階段を降りる時、しゃがみ姿勢で膝の前側が痛むという方は「ここが痛い」とピンポイントで痛む部位を示すことができないのも特徴の一つです。
このような症状を訴える方々は膝のどの組織に問題があるのでしょうか?
膝前側の痛みの原因は膝蓋下脂肪体が原因の可能性がある
歩く動作では痛みが出ないのに階段の降りる時、しゃがみ込み姿勢で膝の前側に痛みが出る場合、膝の膝蓋下脂肪体(しつがいかしぼうたい)が痛みの原因として考えられます。少し前までの整形外科ではあまり膝蓋下脂肪体(しつがいかしぼうたい)が膝の痛みの原因となるとされていませんでしたが、大腿神経(だいたいしんけい)や閉鎖神経(へいさしんけい)などの神経終末が膝蓋下脂肪体(しつがいかしぼうたい)に分布することが明らかにされました。わかりやすく言うと痛みを感じる神経が膝蓋下脂肪体にはたくさん存在するということです。そのため、膝の痛みと非常に関連のある組織という考え方に変わってきました。膝蓋下脂肪体は膝を伸ばしているときにはあまり圧迫刺激を受けませんが、しゃがみ込みや階段を降りる姿勢など膝を深く曲げる動き、正座などではお皿の骨(膝蓋骨)が膝蓋下脂肪体を圧迫する形となります。通常膝蓋下脂肪体は柔らかい組織で膝の曲げ伸ばしの際にスムーズに膝の中を移動しますが、組織が硬くなったりするとスムーズな移動ができなくなり、膝を曲げる動作でお皿の骨(膝蓋骨)に強い圧迫を受けて痛みを感じるようになります。

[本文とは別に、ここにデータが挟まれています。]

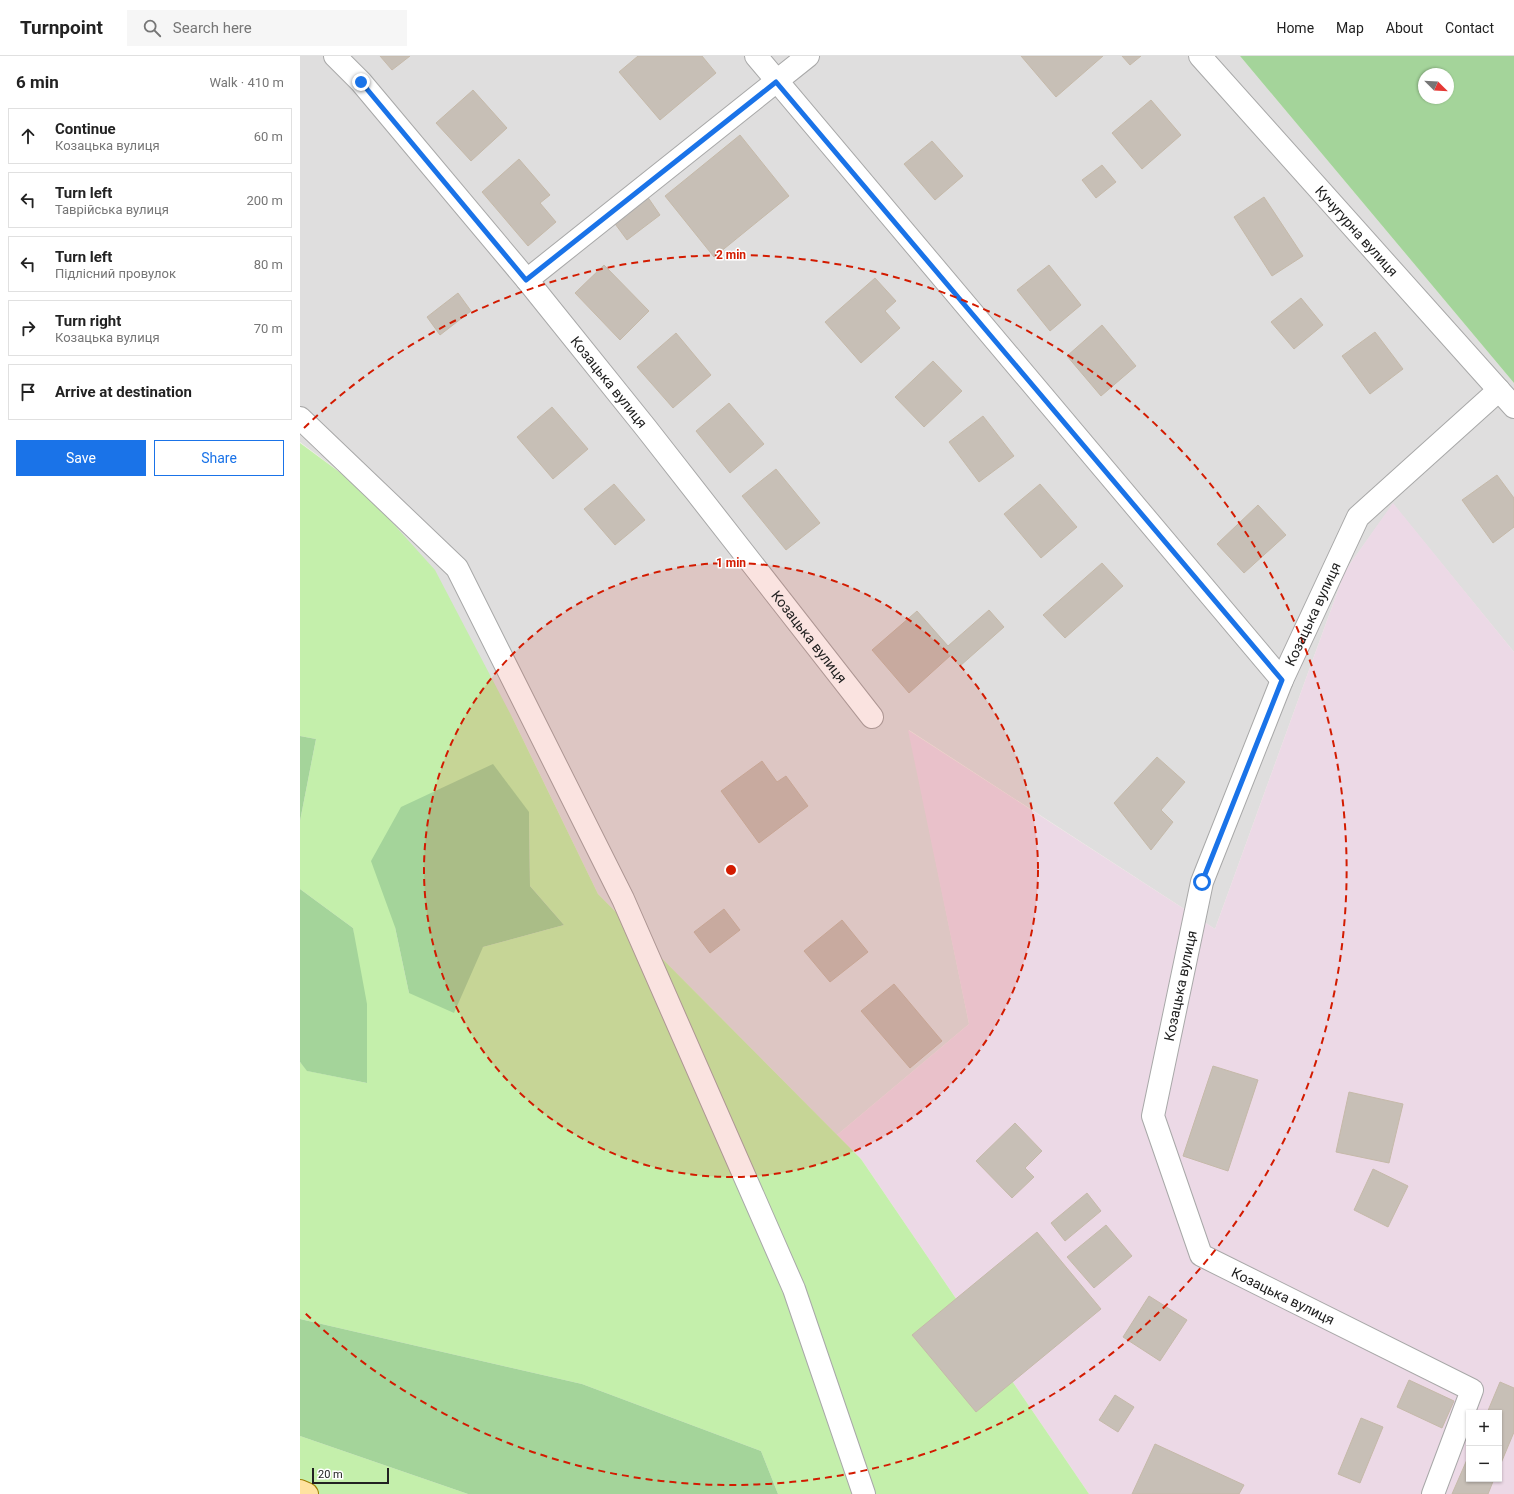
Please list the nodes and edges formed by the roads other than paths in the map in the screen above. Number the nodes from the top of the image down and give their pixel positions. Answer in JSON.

階段を降りる時、しゃがみ込みの時の膝前側が痛み、かつ「ここ!」というピンポイントでの痛みが明確にならない痛みは膝蓋下脂肪体由来の痛みである可能性が高いです。膝蓋下脂肪体由来の痛みである場合、硬くなった膝蓋下脂肪体を柔らかくする治療をおこなう必要があります。消炎鎮痛効果のある湿布などをいくら貼っても膝蓋下脂肪体は柔らかくなることはないのでむしろ温めて組織を柔らかくした方がよいでしょう。しかし、線維化している脂肪体は温めるだけでは完治は難しいので専門の医療機関を受診することをお勧めいたします。